**WORK TO COMPLETE**
In the data, find each line where the word "roads" appears and list that line.

**INFORMATION SUPPLIED**
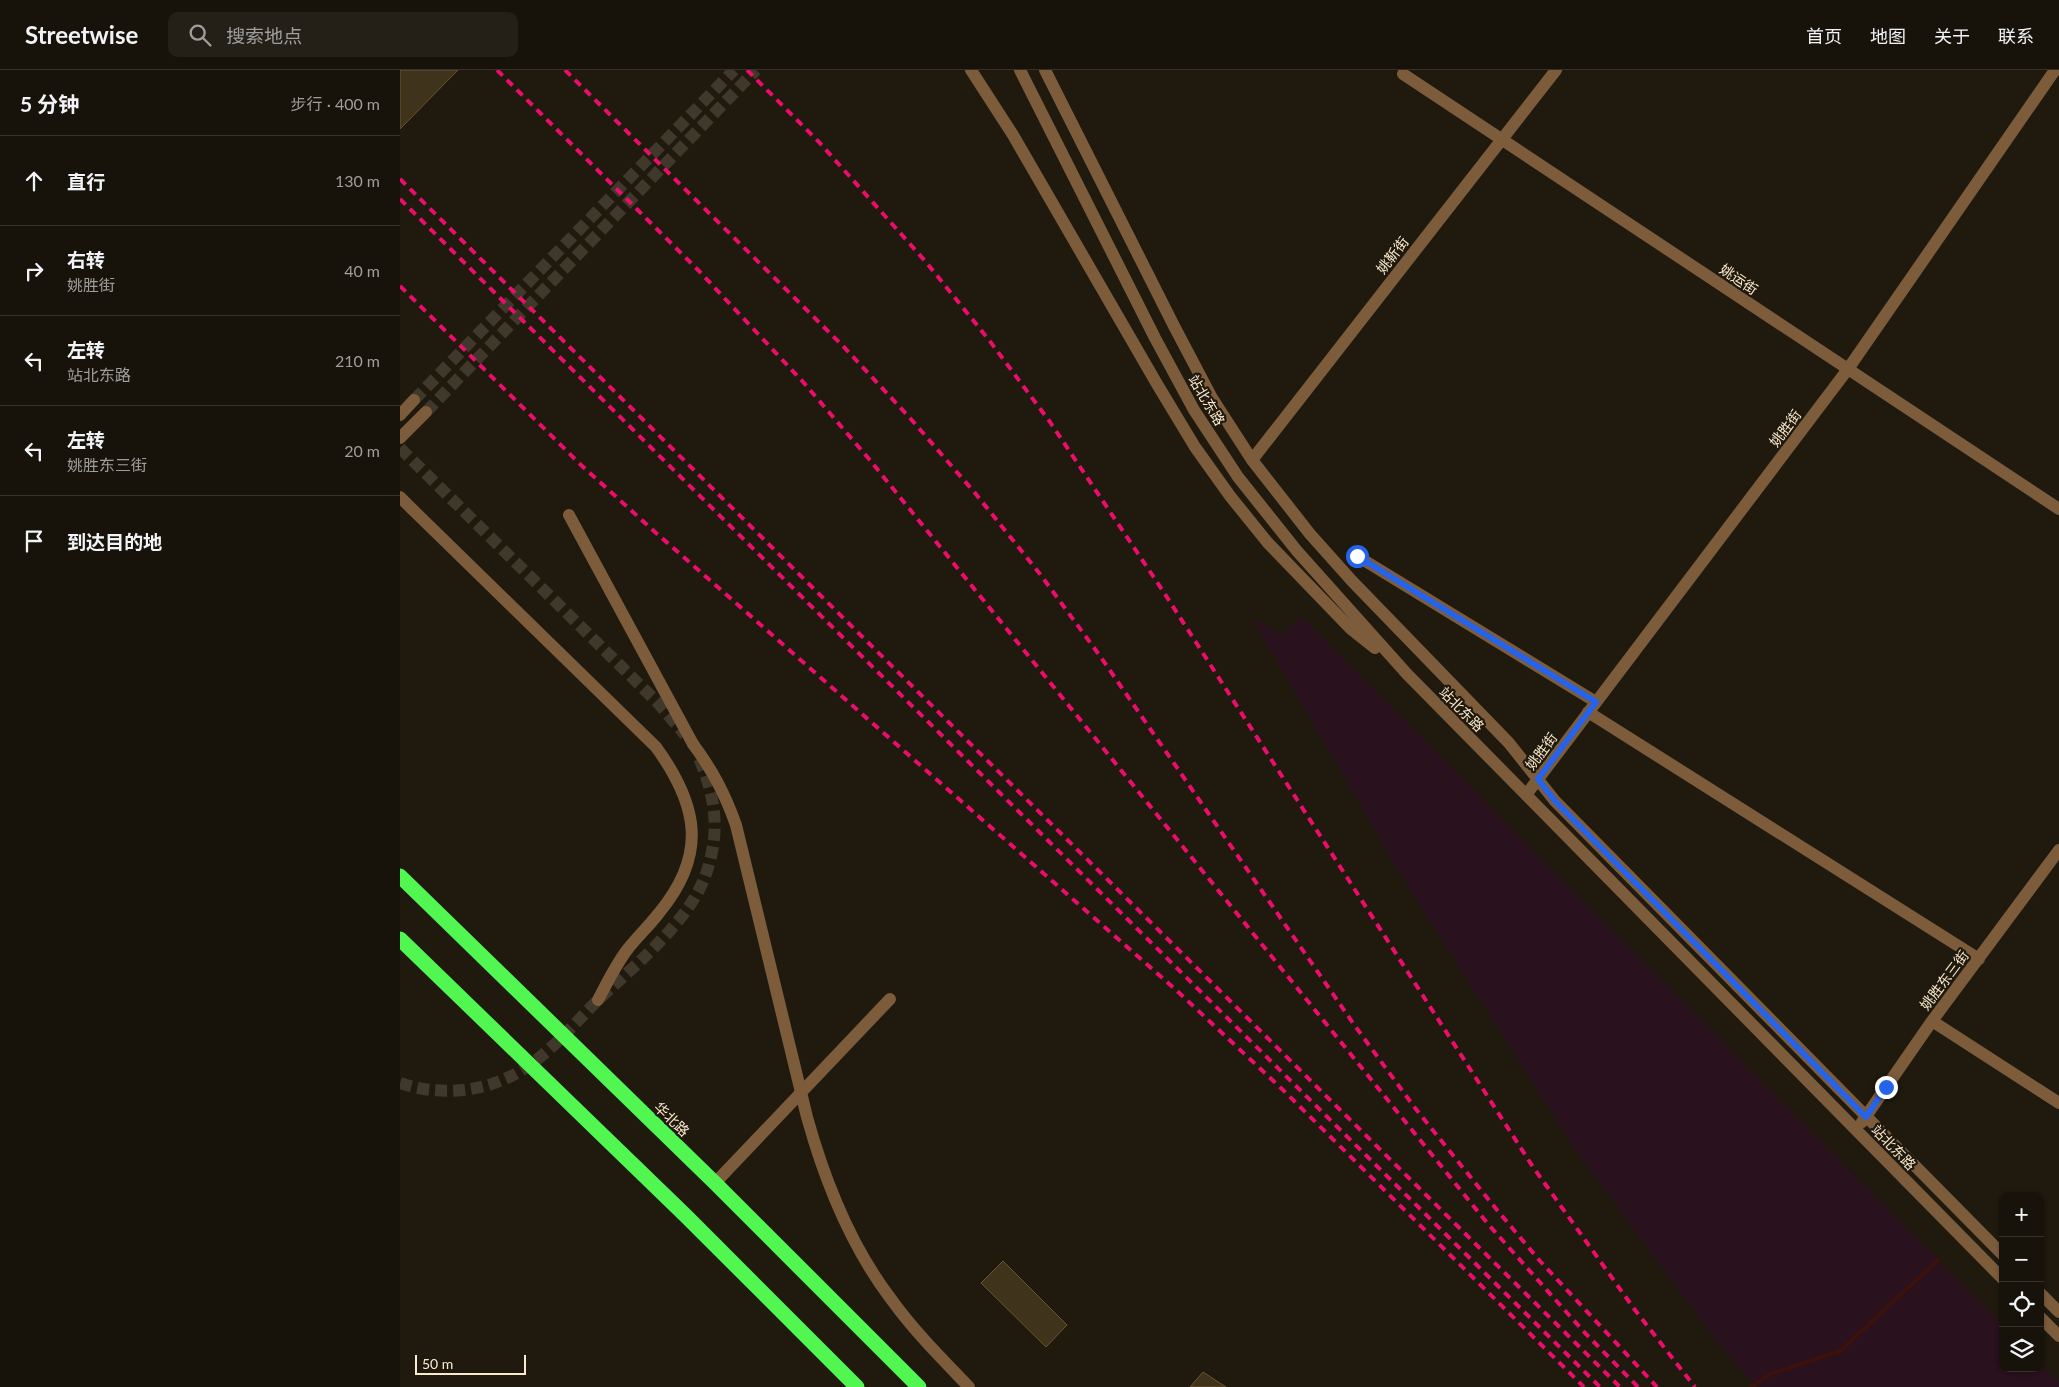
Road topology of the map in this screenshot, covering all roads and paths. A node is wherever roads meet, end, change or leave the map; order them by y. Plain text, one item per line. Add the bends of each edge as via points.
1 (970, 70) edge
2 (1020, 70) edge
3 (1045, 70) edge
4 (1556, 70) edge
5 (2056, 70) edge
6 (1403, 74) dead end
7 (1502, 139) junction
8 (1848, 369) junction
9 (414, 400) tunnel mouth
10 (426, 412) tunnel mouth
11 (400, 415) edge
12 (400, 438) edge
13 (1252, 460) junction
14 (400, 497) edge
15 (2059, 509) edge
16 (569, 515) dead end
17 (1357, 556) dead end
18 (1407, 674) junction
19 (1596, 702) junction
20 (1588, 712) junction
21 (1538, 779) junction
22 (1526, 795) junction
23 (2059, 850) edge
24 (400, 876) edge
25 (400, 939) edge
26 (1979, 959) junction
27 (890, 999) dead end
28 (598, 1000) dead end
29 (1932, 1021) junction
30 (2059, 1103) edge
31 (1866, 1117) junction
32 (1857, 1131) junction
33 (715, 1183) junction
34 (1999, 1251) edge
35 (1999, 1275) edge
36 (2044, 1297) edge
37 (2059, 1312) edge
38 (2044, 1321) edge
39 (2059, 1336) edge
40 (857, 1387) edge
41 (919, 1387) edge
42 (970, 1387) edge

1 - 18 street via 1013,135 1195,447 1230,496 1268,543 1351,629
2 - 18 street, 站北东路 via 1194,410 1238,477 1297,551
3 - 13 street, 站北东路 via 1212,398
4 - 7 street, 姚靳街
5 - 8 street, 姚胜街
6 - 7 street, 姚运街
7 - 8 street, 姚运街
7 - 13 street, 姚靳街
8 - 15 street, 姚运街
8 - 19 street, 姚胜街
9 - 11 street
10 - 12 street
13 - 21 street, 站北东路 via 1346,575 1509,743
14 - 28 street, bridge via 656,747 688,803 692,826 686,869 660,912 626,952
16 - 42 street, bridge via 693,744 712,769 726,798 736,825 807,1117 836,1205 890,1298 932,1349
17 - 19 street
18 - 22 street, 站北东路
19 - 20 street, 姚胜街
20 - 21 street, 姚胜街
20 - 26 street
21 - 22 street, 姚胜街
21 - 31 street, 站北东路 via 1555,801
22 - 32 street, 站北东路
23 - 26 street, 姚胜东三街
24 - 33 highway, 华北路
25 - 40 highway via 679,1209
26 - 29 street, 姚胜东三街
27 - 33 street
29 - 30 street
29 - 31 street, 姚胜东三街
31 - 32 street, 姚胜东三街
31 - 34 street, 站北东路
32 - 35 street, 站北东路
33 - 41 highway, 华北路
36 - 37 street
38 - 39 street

---

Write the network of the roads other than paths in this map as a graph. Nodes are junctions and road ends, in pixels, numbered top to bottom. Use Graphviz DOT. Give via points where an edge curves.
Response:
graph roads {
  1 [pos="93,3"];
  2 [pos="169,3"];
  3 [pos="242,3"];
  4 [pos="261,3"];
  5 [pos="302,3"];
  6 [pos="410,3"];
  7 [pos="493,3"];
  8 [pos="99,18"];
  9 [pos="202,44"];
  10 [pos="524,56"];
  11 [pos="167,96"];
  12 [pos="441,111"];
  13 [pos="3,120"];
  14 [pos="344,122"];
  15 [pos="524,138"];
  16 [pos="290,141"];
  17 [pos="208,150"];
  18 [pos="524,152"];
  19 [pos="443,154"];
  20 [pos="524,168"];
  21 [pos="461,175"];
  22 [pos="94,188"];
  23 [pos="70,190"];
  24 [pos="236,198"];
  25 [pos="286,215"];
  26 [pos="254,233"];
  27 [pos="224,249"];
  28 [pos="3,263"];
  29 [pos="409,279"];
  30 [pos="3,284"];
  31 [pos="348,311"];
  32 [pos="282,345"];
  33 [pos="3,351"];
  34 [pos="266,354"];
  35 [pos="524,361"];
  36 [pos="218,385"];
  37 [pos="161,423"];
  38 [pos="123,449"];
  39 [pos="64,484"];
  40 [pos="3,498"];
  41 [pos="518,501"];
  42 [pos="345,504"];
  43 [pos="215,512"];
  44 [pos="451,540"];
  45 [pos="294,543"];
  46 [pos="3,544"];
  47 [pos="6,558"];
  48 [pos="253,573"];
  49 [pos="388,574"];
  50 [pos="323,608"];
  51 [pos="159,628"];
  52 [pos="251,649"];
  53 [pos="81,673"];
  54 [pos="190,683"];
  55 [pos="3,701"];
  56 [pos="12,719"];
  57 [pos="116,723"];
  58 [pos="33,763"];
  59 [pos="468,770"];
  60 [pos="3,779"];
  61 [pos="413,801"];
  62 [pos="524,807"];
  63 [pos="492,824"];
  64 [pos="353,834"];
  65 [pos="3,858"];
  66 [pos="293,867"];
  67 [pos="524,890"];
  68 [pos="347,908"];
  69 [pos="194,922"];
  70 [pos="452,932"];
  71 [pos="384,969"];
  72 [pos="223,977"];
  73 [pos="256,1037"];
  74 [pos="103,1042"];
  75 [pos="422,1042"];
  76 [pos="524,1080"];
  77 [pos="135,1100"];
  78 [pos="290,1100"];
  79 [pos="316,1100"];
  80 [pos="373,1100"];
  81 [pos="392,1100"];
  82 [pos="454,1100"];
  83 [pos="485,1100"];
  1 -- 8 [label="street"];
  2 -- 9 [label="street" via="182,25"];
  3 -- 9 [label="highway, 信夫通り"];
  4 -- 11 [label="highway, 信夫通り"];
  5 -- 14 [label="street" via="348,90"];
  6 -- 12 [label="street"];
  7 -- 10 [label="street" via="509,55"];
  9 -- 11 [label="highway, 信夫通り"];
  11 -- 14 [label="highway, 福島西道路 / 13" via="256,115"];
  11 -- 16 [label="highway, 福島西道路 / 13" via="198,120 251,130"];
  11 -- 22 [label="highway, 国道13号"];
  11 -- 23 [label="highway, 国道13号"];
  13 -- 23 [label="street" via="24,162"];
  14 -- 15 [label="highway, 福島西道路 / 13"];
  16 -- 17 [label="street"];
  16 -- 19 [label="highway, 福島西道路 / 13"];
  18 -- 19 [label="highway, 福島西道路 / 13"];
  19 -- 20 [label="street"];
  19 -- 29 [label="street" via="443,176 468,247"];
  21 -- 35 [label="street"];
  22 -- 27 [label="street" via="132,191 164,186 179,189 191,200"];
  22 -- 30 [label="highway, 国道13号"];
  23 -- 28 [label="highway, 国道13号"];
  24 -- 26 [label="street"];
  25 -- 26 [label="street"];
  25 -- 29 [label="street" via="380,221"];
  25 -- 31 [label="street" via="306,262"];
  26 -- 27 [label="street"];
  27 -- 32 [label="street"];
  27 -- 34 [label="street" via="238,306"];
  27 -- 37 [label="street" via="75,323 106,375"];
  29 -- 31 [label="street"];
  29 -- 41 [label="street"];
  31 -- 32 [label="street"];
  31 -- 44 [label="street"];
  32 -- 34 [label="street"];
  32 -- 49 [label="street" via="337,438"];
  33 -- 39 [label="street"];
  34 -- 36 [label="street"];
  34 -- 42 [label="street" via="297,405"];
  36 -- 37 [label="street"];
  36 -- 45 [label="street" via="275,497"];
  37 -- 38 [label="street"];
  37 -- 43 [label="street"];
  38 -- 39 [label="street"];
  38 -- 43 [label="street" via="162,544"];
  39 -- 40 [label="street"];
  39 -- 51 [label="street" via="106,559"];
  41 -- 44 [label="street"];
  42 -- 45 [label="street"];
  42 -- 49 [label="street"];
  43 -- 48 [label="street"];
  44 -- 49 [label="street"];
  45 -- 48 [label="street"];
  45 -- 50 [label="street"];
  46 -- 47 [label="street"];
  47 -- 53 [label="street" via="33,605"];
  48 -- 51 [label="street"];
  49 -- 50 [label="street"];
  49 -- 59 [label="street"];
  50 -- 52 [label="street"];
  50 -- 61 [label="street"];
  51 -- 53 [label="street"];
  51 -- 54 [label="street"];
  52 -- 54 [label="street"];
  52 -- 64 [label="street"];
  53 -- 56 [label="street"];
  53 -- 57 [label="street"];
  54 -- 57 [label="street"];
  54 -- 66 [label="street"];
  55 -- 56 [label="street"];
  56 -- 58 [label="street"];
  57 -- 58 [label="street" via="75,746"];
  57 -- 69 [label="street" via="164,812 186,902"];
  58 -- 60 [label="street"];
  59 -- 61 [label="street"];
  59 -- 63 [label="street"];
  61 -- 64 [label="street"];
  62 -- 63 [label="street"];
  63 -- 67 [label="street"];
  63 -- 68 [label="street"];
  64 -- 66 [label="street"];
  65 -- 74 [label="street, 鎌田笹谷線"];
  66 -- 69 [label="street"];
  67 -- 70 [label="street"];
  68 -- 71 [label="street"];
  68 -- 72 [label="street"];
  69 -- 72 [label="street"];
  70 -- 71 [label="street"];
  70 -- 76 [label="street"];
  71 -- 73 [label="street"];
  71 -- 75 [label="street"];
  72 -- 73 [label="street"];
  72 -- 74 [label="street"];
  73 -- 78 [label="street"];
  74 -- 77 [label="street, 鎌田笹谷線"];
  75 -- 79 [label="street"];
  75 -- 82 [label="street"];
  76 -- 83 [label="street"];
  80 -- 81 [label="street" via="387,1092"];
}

**RESPONSE TO THE EXERCISE**
Road topology of the map in this screenshot, covering all roads and paths. A node is wherever roads meet, end, change or leave the map; order them by y. Plain text, one item per line. Add the bends of each edge as via points.
Write the network of the roads other than paths in this map as a graph. Nodes are junctions and road ends, in pixels, numbered top to bottom. Use Graphviz DOT. Give via points where an edge curves.
graph roads {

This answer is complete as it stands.